A new complex carbohydrate in barley has been discovered by researchers at the University of Adelaide's School of Agriculture, Food and Wine in Australia. The cereal polysaccharide is the first of its kind to be discovered in 30 years and possibly holds potential in food, medicine and cosmetics applications.
“From a food ingredient perspective, this polysaccharide has the potential to occur in structures that form insoluble fibers, viscous gels or soluble aqueous solutions,” Senior Research Scientist, Dr. Alan Little tells.
The newly discovered polysaccharide is a mix of glucose, commonly found in cellulose, and xylose, which is found in dietary fiber. Based on the relative proportions of each sugar, the hybrid polysaccharide has the potential to behave as a structural component of the wall providing strength or conversely to add viscosity.
“The question still remains whether this could be utilized as a dietary fiber, however, its fermentability throughout digestion is unknown at this stage,” he notes.

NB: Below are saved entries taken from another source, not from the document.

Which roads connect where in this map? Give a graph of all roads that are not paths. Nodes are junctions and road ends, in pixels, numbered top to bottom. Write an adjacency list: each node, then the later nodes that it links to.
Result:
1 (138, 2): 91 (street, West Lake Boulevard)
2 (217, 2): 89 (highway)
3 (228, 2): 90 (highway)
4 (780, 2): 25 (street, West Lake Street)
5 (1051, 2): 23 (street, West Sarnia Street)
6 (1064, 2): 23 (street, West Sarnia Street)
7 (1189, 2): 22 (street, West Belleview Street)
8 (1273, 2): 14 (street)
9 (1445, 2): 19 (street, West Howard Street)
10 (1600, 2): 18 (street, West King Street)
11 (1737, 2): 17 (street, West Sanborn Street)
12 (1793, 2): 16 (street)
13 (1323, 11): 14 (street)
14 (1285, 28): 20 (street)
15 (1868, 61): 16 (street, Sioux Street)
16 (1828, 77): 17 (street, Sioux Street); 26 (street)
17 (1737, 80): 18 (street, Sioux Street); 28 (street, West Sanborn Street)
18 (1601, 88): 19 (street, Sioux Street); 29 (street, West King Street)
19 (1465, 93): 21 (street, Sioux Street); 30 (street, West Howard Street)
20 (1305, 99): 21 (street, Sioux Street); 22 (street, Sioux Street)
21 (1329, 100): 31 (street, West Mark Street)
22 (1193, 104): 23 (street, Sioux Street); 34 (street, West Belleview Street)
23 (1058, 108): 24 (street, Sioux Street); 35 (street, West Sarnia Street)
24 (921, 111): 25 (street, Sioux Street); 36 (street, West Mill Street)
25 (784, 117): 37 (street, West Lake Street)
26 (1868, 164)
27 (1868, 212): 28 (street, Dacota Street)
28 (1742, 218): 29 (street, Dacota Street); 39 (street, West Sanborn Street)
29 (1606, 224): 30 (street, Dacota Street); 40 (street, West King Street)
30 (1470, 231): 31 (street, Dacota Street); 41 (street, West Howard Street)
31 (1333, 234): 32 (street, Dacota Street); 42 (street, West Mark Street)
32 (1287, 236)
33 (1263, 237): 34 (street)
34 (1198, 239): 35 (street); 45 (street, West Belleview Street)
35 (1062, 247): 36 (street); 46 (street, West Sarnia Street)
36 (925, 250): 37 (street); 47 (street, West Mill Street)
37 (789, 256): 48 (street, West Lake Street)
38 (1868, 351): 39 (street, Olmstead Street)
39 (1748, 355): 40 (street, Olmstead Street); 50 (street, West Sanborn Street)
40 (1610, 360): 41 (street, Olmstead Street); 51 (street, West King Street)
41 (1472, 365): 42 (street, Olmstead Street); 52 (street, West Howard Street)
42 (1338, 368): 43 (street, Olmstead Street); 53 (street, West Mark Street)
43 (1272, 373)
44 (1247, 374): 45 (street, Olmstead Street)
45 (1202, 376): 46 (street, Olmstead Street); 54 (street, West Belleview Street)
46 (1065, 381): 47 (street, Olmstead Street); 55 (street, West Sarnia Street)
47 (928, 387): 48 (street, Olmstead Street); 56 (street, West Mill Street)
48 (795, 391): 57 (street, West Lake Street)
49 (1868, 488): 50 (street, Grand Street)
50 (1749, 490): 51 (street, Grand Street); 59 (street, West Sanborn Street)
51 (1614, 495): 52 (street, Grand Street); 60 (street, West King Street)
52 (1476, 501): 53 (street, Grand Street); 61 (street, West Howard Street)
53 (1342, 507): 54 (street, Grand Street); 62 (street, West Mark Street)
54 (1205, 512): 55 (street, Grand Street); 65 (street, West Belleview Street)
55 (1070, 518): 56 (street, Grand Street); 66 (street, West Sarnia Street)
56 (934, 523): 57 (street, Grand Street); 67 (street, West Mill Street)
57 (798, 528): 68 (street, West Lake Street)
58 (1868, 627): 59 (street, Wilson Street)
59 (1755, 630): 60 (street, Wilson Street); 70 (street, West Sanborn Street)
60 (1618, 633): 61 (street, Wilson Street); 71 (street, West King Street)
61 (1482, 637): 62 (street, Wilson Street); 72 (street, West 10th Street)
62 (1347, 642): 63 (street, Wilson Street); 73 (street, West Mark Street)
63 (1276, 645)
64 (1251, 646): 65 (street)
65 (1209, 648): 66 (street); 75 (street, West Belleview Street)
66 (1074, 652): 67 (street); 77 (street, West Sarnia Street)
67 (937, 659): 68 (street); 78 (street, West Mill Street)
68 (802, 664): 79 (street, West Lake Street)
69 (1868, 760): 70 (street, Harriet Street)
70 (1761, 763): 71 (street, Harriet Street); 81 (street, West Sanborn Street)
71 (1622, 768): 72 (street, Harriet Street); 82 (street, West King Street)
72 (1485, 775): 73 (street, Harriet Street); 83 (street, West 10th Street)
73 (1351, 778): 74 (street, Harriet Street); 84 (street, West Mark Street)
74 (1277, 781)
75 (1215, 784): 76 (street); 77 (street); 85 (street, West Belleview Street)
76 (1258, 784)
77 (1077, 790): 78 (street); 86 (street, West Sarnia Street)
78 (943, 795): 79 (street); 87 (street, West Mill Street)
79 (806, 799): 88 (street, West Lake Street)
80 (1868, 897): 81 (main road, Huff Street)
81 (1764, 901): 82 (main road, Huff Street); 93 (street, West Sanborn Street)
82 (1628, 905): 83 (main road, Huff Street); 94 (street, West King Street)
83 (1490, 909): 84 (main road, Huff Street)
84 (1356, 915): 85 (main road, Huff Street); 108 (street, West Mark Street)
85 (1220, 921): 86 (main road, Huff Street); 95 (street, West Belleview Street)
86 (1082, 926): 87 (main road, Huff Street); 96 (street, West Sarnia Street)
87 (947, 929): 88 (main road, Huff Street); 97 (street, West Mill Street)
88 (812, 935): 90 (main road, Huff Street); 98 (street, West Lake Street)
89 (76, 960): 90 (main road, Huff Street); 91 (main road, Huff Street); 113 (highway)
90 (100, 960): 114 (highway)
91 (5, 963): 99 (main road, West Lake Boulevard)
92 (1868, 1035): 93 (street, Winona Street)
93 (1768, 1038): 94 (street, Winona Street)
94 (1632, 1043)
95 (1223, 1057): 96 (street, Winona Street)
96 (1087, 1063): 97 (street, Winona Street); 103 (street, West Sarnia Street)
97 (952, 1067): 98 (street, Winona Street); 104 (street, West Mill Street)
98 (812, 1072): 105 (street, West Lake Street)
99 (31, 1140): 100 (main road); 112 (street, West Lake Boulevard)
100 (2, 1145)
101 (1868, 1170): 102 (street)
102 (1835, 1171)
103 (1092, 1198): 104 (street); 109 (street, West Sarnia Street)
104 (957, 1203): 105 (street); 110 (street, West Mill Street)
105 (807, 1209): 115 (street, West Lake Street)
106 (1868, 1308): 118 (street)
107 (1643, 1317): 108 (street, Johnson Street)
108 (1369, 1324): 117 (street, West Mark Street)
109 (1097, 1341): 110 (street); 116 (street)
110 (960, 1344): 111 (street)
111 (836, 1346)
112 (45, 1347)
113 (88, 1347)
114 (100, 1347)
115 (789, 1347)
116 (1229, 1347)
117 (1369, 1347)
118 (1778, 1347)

According to Little, common dietary fibers include mixed-linkage glucan (glucose-based polysaccharide), well known for making porridge sticky and xylan (xylose-based polysaccharide), which is a main fiber component of psyllium products, for example.
“This new polysaccharide is composed of both glucose and xylose and may provide an alternative to the above sources or could lead to novel properties that can be exploited further,” he tells.
Published in the American Chemistry Society journal ACS Central Science, the study discovered that the complex carbohydrate can be found in the roots of barley. It suggests that the compound may play a role in plant growth or resistance to external stresses such as salinity or disease.
“Knowledge of this new polysaccharide will open up further research to determine its role in the plant,” says Little.
According to the researchers, plant cell walls contain components that are of major interest for various industries such as renewable sources for energy production or composite materials for food products.
Existing polysaccharides have a wide range of uses. They improve the quality of dietary fiber in porridge and are also used extensively in biomedical and cosmetic applications. More research is warranted to understand how exactly the new polysaccharide could be adopted.
“The properties of the new polysaccharide could be manipulated to suit the desired function, increasing the range of potential uses,” says Dr. Little. “The genes involved in the biosynthesis of the new polysaccharide were also discovered as part of this work.”
The same genes can be found in all major cereal crops, not just barley, Little explains. The researchers hope to use this knowledge to find ways to increase these polysaccharides in crops. This would provide the possibility to generate plant material with a range of different physical properties for industrial applications.
By further observing the natural variation of the polysaccharide in different cereal crops the researchers are seeking to identify links to potentially important agricultural traits.
The next step would be to investigate the amount and tissue distribution of this polysaccharide in other cereals such as wheat, rice, maize and sorghum.
“Extracting the polysaccharide from each source will allow us to characterize the inherent properties that each structure inherently holds. From here we will be able to identify potential applications and ways to value add to the crops produced by the farmers,” Little concludes.